Monday, November 21, 2011

THE GENESIS OF UGANDA'S POWER CRISIS

In 1999 then energy minister Richard Kaijuka came to parliament to get an amendment to the Electricity Bill passed that would allow his office the right to license Independent Power Producers for six months, as appropriate legislation was being put in place.

Parliament threw the amendment out insisting that the appropriate laws be expedited, arguing that the amendment was like treating a fracture with a plaster.

A visibly bewildered Kaijuka later on told journalists he was shocked that the amendment was thrown out. He thought the urgency was clear and the need for speed obvious.

Uganda is a small portfolio run by a middle level manager in Deutsch Bank, it can be turned around like this he said, with a snap of his fingers, our problem is politics, he concluded before jumping into his ministerial car and zooming out of the car park.

The laws when eventually passed led to the breakup of UEB, the privatization of its component parts and the creation of a regulatory authority.

In understanding the genesis of our current power crisis this moment probably has pride of place on the timeline.

I remember thinking that the minister was a bit politically naive to expect the amendment’s success without prior lobbying. But it also left me wondering why the major legislation was taking a long time to be brought to the house considering its strategic importance. That notwithstanding couldn’t parliament find it within itself to negotiate a middle way that would involve not throwing out the baby with the bathwater?

The current power crisis has its origins much further in the past than I know but a few inflection points stand out for me.

There was the disastrous contract to Chinese firm Sietco in the early nineties to expand the capacity of the Nalubale Dam -- Owen Falls dam then, to its current 180mw from the previous 150mw. That fiasco not only led to the termination of Sietco’s contract for corrupt practices but also put paid to local insurer Pan World Insurance Company (PWICO) who failed to make good on a sh33b performance bond.

The net effect was to delay construction, meanwhile demand continued to grow regardless.

When former US commerce Secretary Ron Brown in 1995 committed US business to build a dam at Bujagali one would have been forgiven to think that by the turn of the century work would be in advanced stages on the 250 mw facility and the dam would be done by the middle of that decade.

Determined sniping by foreign environmentalists, with the help of people like John Ken Lukyamuzi, delayed American firm, AES Nile Power long enough that financial pressures in their South American operations forced them out ten years later.

The results again is we have fallen further behind in catching up to ever growing demand.

During this sad episode with AES the World Bank and foreign donors refused to bankroll the simultenous development of the Karuma dam because they argued that there is not enough demand to sustain both dams.
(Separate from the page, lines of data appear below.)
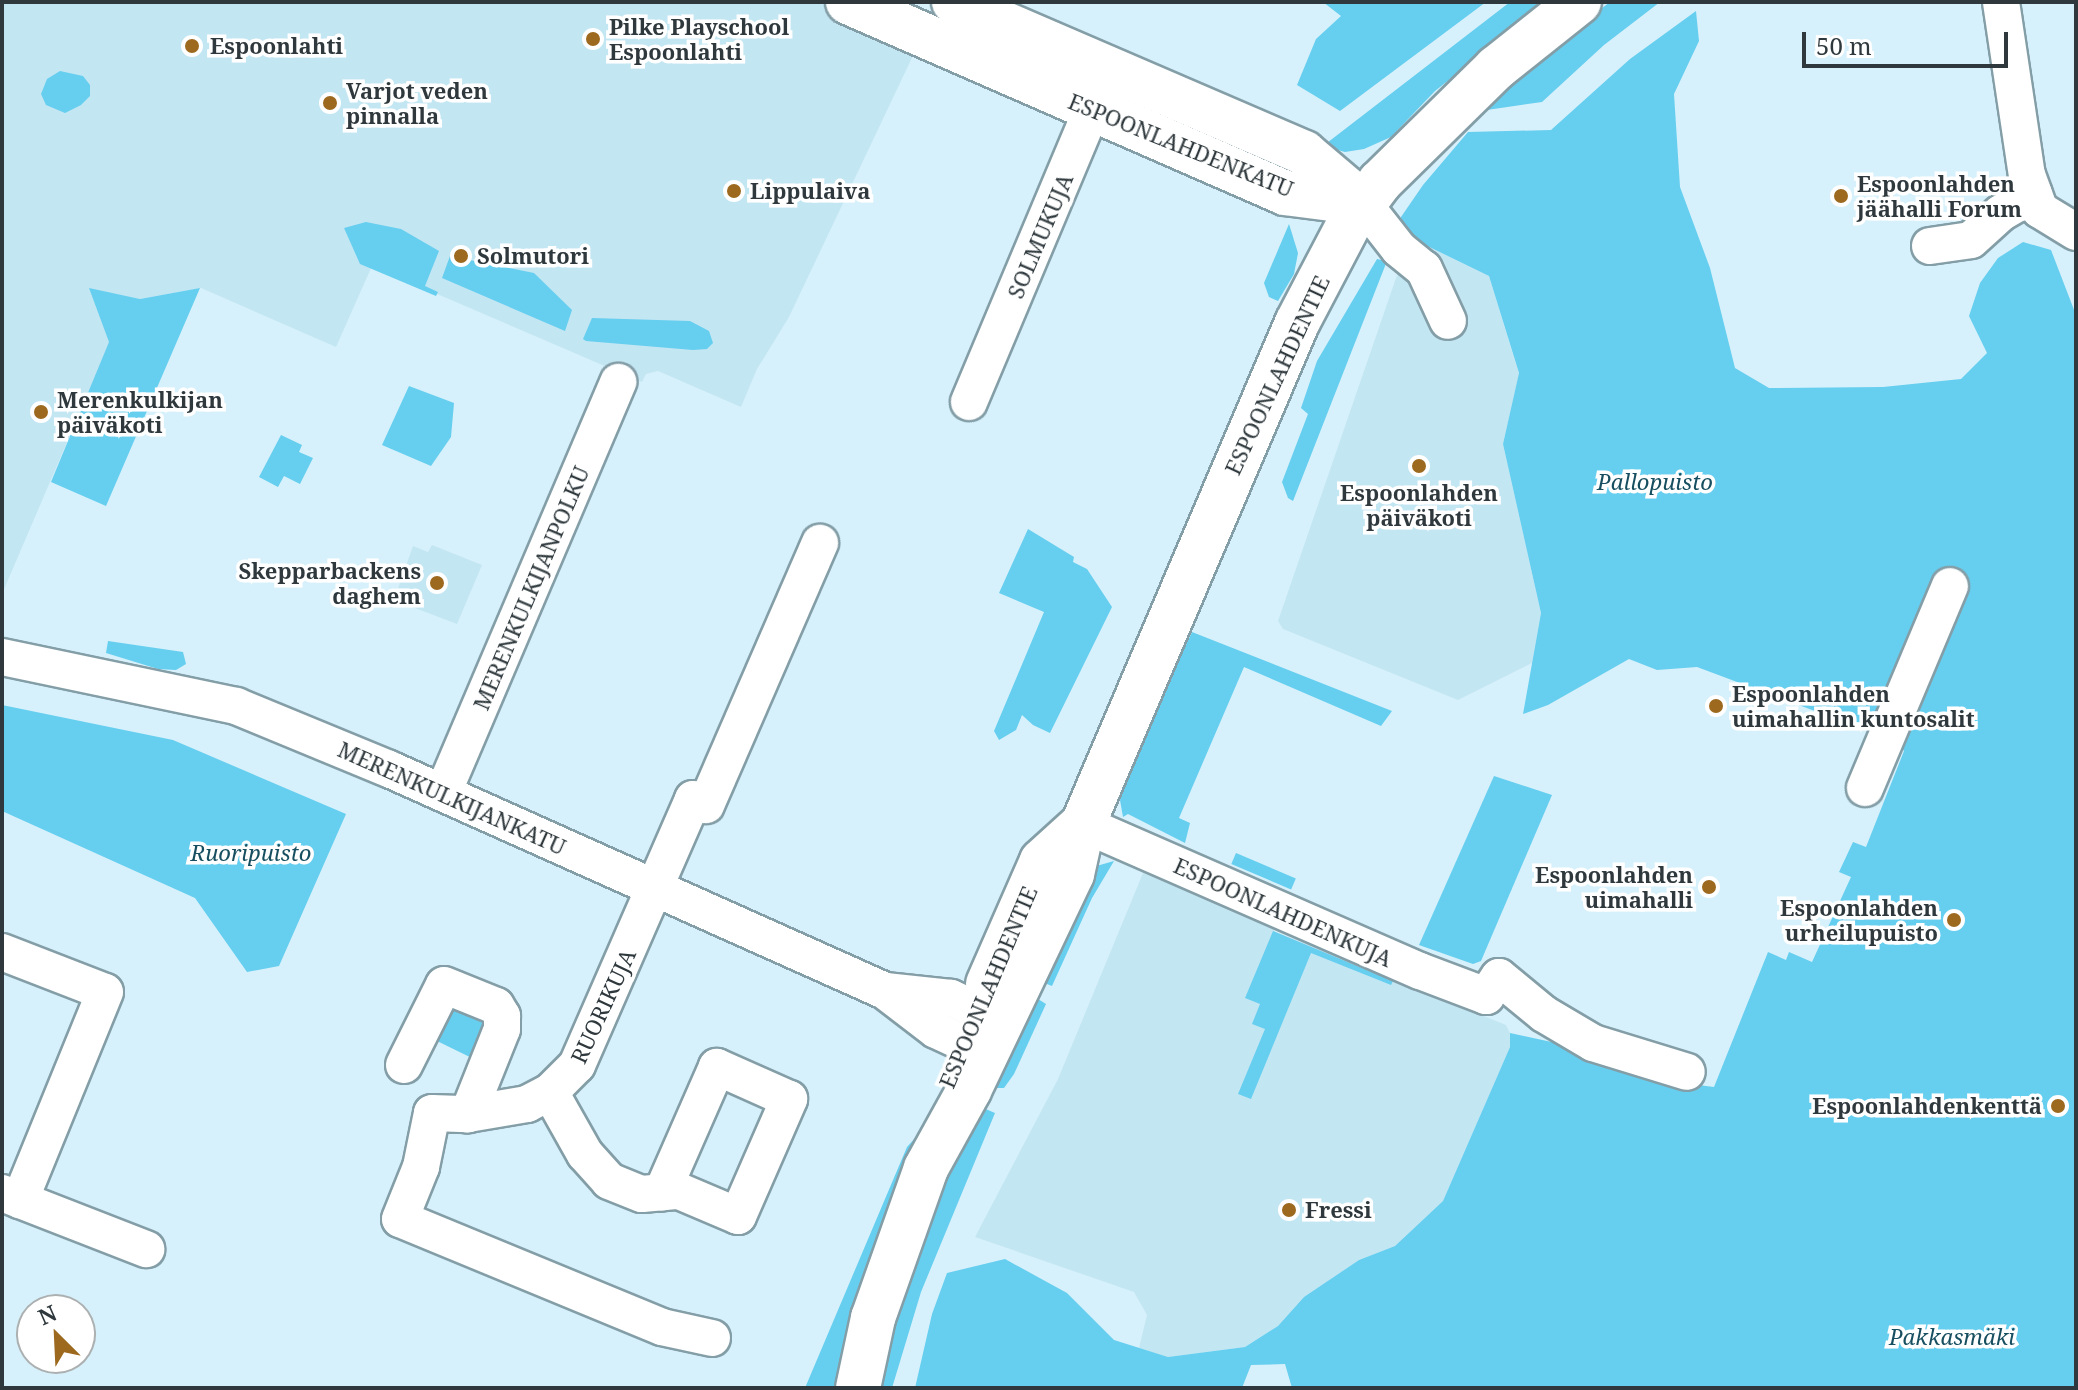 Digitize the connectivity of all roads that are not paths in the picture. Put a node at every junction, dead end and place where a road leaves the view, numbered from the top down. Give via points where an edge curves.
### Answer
1 (848, 2) edge
2 (954, 2) edge
3 (1579, 2) edge
4 (2001, 2) edge
5 (936, 43) junction
6 (1109, 69) junction
7 (1092, 110) junction
8 (2034, 194) junction
9 (1363, 203) junction
10 (2076, 232) edge
11 (1930, 246) dead end
12 (1448, 321) dead end
13 (618, 382) dead end
14 (969, 402) dead end
15 (820, 543) dead end
16 (1950, 586) dead end
17 (2, 657) edge
18 (1865, 788) dead end
19 (443, 793) junction
20 (1083, 824) junction
21 (656, 889) junction
22 (2, 952) edge
23 (978, 1029) junction
24 (404, 1065) dead end
25 (1687, 1072) dead end
26 (550, 1092) junction
27 (468, 1114) junction
28 (662, 1192) dead end
29 (11, 1197) edge
30 (146, 1249) dead end
31 (712, 1338) dead end
32 (858, 1388) edge

1 - 5 main road, ESPOONLAHDENKATU
2 - 5 street
2 - 6 main road, ESPOONLAHDENKATU
3 - 9 main road, ESPOONLAHDENTIE via 1485,78
4 - 8 street
5 - 7 main road, ESPOONLAHDENKATU
6 - 7 street, SOLMUKUJA
6 - 9 main road, ESPOONLAHDENKATU via 1304,153
7 - 9 main road, ESPOONLAHDENKATU via 1285,193
7 - 14 street, SOLMUKUJA
8 - 10 street via 2040,210
8 - 11 street via 2001,213 1971,240
9 - 12 street via 1399,249 1424,269
9 - 20 main road, ESPOONLAHDENTIE via 1297,323
13 - 19 street, MERENKULKIJANPOLKU
15 - 21 street, RUORIKUJA via 706,805 693,799
16 - 18 street
17 - 19 street, MERENKULKIJANKATU via 236,706
19 - 21 street, MERENKULKIJANKATU
20 - 23 main road, ESPOONLAHDENTIE via 1072,874
20 - 25 street, ESPOONLAHDENKUJA via 1486,996 1499,977 1544,1014 1593,1043
21 - 23 street, MERENKULKIJANKATU via 885,991 936,1030
21 - 26 street, RUORIKUJA via 577,1065
22 - 29 street via 105,992
23 - 32 main road, ESPOONLAHDENTIE via 945,1080 926,1168 873,1318
24 - 27 street via 444,985 496,1006 502,1029
26 - 27 street, RUORIKUJA via 527,1104
26 - 28 street via 585,1154 609,1181 642,1194
27 - 31 street, RUORIKUJA via 432,1113 421,1167 400,1219 662,1327
29 - 30 street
Norwegian backed NORPAK was planning a 700 mw dam on the northern Uganda site.

In fact as a donor condition to release funds for Bujagali, then energy minister Syda Bumba had to shuttle around the region soliciting guarantees from neighbouring capitals that they will consume Bujagali’s power when it comes online.

Bujagali’s delay coupled with the falling levels of water on Lake Victoria have forced us to contract expensive thermal generation plants that have added salt to injury.

In fact AES was committing to sell power to the grid at US6 cents a unit, a figure that would have brought power to our homes at US9cents a unit in 2006. This figure was lurched upon by Lukyamuzi and co. to bog down the dam’s development down because at the time the Ugandan consumer was paying a heavily subsidised US4 cents a unit for power. Today – thanks to Lukyamuzi et al we are paying about US12 cents a unit of power, a figure that is unsustainable as it is also heavily subsidized.

The cumulative effect of this circus orchestrated by donors, our own leaders and any number of do-gooder, is our current 24- hour loadshedding debacle. Obviously when Bujagali’s 250Mw hits the grid we will have temporary relief – a few months at most before the specter of day long loadshedding rears its head once again.

It would make for good comedy if it were not sad, to see power distributor Umeme being pilloried for the power deficit problems.

The power distributor is not beyond reproach but given the genesis of our current power crisis, Umeme is just a convenient scape goat, deflecting attention away from the real culprits in this sorry episode.